====== Data shown

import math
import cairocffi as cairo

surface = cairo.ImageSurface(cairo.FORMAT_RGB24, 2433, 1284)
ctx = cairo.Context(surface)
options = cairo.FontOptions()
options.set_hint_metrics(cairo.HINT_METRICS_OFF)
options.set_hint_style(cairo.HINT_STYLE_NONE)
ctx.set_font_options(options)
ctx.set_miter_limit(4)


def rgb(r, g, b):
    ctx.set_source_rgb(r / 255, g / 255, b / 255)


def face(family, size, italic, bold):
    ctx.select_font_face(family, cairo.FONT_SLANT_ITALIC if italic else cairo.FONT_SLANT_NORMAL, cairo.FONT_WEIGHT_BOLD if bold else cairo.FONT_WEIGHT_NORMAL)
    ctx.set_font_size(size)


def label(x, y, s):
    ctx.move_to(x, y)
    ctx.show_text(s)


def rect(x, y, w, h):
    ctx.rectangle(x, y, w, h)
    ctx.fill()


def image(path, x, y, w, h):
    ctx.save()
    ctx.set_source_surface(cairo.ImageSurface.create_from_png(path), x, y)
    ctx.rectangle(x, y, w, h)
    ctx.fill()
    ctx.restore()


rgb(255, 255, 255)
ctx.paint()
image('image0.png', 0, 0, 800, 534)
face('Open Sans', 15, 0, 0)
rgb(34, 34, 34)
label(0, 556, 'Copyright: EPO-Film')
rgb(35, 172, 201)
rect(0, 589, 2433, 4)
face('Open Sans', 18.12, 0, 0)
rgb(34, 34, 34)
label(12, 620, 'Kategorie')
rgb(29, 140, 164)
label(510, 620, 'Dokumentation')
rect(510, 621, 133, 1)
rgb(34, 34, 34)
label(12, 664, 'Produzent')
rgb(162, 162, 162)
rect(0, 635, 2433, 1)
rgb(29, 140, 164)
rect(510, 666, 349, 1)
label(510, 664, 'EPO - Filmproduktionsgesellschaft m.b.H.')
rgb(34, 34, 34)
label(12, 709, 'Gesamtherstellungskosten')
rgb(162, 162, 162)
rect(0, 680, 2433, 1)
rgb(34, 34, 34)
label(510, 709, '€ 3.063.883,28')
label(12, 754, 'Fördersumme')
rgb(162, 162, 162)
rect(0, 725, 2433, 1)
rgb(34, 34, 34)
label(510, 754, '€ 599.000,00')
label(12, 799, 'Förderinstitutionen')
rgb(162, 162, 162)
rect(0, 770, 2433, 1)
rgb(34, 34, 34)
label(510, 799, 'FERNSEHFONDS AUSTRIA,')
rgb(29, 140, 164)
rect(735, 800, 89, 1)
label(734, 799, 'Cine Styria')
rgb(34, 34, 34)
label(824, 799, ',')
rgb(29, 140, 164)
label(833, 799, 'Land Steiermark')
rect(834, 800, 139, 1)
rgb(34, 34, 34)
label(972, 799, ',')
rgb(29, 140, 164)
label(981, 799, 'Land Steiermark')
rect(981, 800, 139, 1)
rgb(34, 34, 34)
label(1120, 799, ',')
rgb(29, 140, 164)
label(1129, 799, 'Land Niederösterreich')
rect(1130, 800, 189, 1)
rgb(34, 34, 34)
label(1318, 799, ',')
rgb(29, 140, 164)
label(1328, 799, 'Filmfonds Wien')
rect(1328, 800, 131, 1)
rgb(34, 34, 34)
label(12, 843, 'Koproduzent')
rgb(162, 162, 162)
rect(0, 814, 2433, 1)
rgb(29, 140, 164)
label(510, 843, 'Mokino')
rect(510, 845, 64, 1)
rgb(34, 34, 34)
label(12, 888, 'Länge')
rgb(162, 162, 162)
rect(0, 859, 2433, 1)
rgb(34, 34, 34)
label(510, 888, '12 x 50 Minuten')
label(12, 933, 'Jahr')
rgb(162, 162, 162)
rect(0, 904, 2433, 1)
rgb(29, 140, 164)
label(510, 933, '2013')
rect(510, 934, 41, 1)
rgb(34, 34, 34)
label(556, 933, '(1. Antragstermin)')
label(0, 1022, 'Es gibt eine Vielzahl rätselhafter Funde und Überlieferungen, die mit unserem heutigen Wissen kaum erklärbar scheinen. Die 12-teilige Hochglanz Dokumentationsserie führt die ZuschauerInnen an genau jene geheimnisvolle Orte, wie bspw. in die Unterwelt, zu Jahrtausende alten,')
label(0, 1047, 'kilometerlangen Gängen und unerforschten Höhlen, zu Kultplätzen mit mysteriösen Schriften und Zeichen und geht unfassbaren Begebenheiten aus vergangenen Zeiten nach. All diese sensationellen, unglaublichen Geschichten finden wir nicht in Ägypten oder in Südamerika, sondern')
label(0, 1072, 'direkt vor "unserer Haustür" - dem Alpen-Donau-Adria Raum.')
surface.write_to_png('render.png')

============
====== Data shown

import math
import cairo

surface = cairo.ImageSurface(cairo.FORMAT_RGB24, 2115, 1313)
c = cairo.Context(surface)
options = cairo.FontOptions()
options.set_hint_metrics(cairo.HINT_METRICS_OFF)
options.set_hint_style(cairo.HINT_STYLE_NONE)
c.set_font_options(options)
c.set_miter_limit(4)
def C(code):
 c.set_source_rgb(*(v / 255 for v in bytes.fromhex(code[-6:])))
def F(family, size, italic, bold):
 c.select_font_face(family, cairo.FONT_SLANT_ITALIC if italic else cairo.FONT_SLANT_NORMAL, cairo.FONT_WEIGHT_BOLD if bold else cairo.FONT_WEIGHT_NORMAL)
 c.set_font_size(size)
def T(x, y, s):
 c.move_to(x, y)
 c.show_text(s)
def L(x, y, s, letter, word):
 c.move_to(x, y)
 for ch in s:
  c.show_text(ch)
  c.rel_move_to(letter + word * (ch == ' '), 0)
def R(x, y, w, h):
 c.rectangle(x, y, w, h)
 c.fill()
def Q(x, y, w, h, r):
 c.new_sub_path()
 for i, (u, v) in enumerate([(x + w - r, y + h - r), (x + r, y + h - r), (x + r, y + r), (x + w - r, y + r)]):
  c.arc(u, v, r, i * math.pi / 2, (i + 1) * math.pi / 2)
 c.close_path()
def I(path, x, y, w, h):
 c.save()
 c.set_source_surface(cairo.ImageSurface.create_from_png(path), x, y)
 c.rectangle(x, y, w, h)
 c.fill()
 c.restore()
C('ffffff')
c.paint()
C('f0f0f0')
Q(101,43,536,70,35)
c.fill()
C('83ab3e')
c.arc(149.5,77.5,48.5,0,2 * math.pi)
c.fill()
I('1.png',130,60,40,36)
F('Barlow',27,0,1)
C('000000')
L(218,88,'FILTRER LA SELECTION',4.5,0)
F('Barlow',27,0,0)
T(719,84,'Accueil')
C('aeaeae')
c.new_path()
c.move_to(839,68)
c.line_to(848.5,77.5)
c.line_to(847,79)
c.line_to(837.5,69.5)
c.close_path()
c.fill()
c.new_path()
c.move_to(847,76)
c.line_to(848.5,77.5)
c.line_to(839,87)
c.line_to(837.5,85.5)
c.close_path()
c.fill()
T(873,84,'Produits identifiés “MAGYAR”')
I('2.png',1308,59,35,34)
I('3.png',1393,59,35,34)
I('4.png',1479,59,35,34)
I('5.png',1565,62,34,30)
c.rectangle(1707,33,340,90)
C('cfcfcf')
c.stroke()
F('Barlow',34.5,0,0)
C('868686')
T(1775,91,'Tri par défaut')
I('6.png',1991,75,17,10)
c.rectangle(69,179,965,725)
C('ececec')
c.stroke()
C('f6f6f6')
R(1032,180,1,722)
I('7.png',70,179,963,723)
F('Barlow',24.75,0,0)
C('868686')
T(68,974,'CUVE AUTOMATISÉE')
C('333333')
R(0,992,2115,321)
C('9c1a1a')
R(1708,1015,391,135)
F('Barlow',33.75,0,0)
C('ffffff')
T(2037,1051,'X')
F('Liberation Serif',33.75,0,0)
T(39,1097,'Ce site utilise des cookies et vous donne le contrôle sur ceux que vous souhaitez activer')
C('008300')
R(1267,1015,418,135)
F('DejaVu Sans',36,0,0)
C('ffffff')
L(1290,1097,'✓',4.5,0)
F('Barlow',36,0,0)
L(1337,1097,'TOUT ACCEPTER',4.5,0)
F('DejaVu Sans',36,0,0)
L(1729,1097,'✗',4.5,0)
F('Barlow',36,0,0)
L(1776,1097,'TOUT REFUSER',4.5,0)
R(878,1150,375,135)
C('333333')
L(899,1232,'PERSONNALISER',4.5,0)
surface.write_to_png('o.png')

============

-- What to do --
Each line that contains the string "bold" should be copied from the data above.

-- Answer for this exercise --
def face(family, size, italic, bold):
    ctx.select_font_face(family, cairo.FONT_SLANT_ITALIC if italic else cairo.FONT_SLANT_NORMAL, cairo.FONT_WEIGHT_BOLD if bold else cairo.FONT_WEIGHT_NORMAL)
def F(family, size, italic, bold):
 c.select_font_face(family, cairo.FONT_SLANT_ITALIC if italic else cairo.FONT_SLANT_NORMAL, cairo.FONT_WEIGHT_BOLD if bold else cairo.FONT_WEIGHT_NORMAL)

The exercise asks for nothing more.